Now the conversation has moved on to electricity. This is the favorite pick and choose topic for those advocating strict Saturday activities.
One of the major arguments against the points listed above is, “if you declare eating on a restaurant a sin because you exchanged payment for another person’s labor, then wouldn’t it be a sin to use electricity on the Sabbath?”Malm chimes in:
“Someone had to work at the plant on the Sabbath to provide your electricity. Then you also shouldn’t run any water on the Sabbath either for the same reason. See what happens if you declare eating in restaurants a sin, some people will inevitably split hairs until we become Pharisaical in observing the Sabbath……..turning it into a burden.”
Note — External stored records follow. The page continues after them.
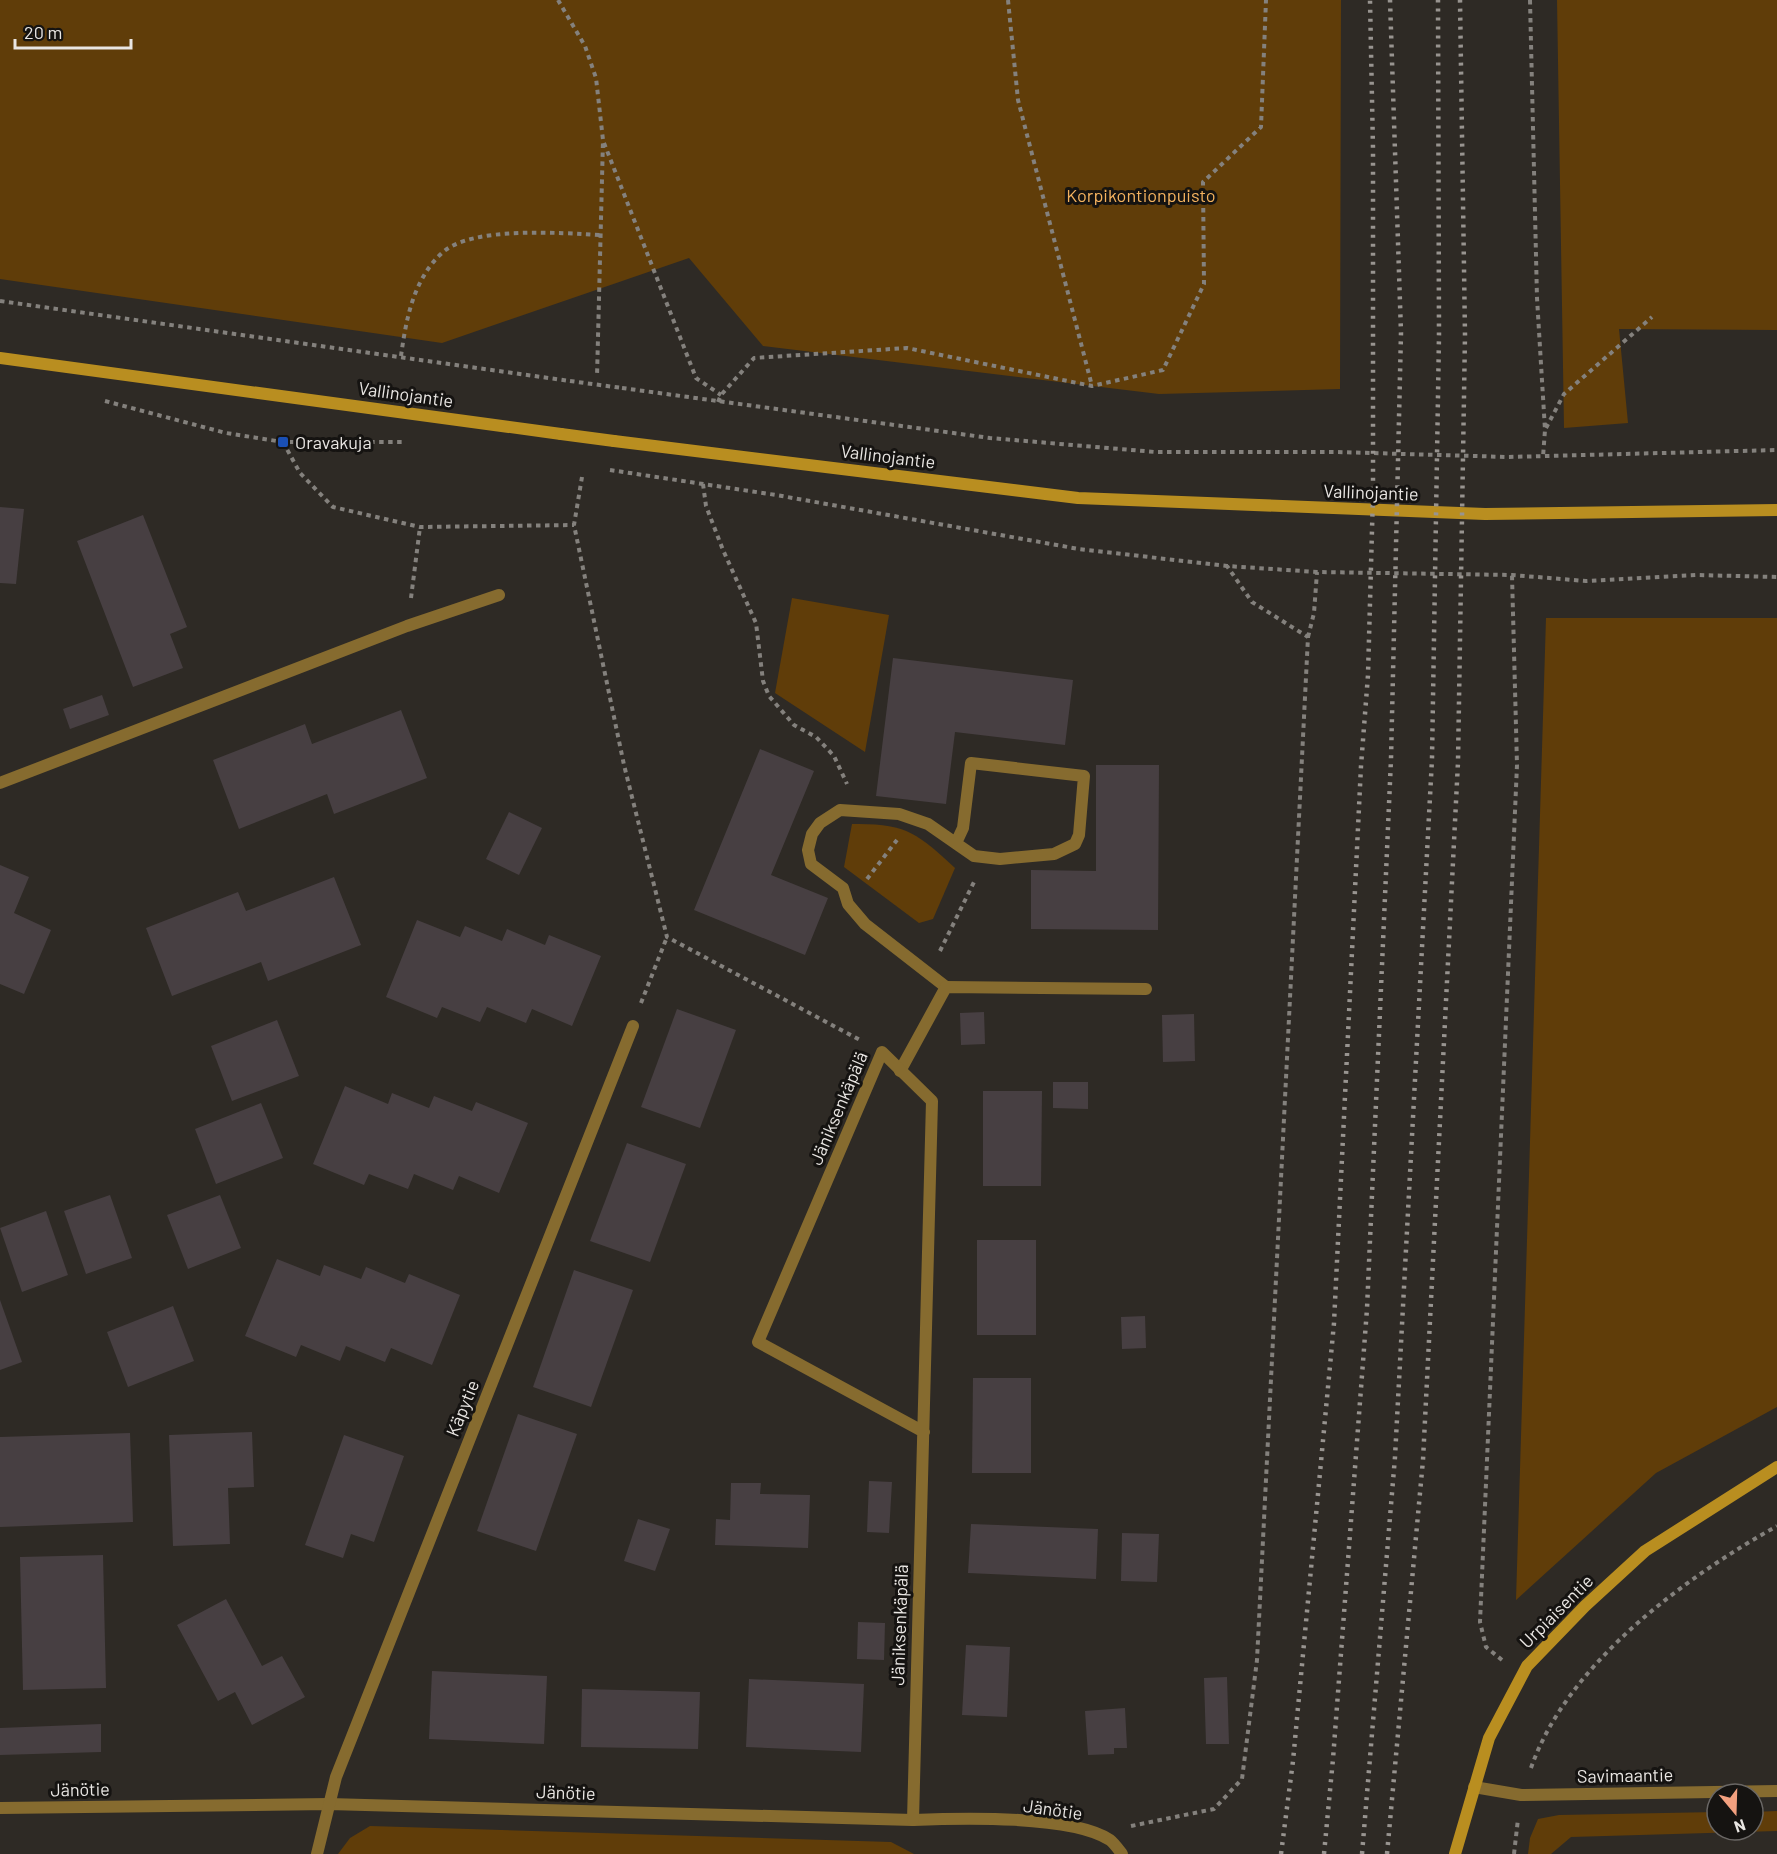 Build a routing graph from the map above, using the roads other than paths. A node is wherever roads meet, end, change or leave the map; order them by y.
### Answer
1 (0, 358) edge
2 (1777, 510) edge
3 (499, 595) dead end
4 (0, 783) edge
5 (956, 843) junction
6 (946, 987) junction
7 (1146, 989) dead end
8 (633, 1026) road end
9 (900, 1071) junction
10 (924, 1432) junction
11 (1777, 1467) edge
12 (1474, 1788) junction
13 (1777, 1791) edge
14 (329, 1804) junction
15 (0, 1808) edge
16 (913, 1820) junction
17 (317, 1854) edge
18 (1122, 1854) edge
19 (1455, 1854) edge

1 - 2 street, Vallinojantie, bridge
3 - 4 street
5 - 5 street
5 - 6 street
6 - 7 street
6 - 9 street
8 - 14 street, Käpytie
9 - 10 street, Jäniksenkäpälä
9 - 10 street, Jäniksenkäpälä
10 - 16 street, Jäniksenkäpälä
11 - 12 street, Urpiaisentie
12 - 13 street, Savimaantie
12 - 19 street, Urpiaisentie
14 - 15 street, Jänötie
14 - 16 street, Jänötie
14 - 17 street, Käpytie
16 - 18 street, Jänötie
This idea that men generate electricity is not true; the generation of electricity is mechanical and does not involve human intervention [or could be entirely automatic if unions would allow it] except a standby for emergencies. The company has direct control over the building of new plants, maintenance scheduling, paperwork, setting up new accounts, billing etc and could very easily choose not to do these things on Sabbath. This is like saying, because some farmer planted potatoes on the Sabbath, we are responsible for his actions when we buy in market during the week. It is nonsense!
Questions to ask:
Do you pay your electric or water bill on the Sabbath? Are you DIRECTLY involved in the labor of these plant workers, including handing over payment to them for the DIRECT labor they provided you? No. This is out of your direct control. Even though you can choose not to turn on your light switch (Pharisees), this will not stop the employees at the power plant. That is because you have no DIRECT influence over them and their day.
But, when you eat in a restaurant, are you not DIRECTLY influencing the restaurant employee’s day? What if the place is slow, and you were not come in, they will have no customers for that hour. But if you enter, you DIRECTLY change and influence the situation through your presence. The hostess must find you a table, the server must take your order and make sure drinks are filled, and the cooks now must labor in the kitchen to personally make YOUR food. Then you directly compensate these employees for their service and goods. One situation involves our DIRECT influence, the other does not. The electric company argument is truly splitting hairs, and therefore invalid.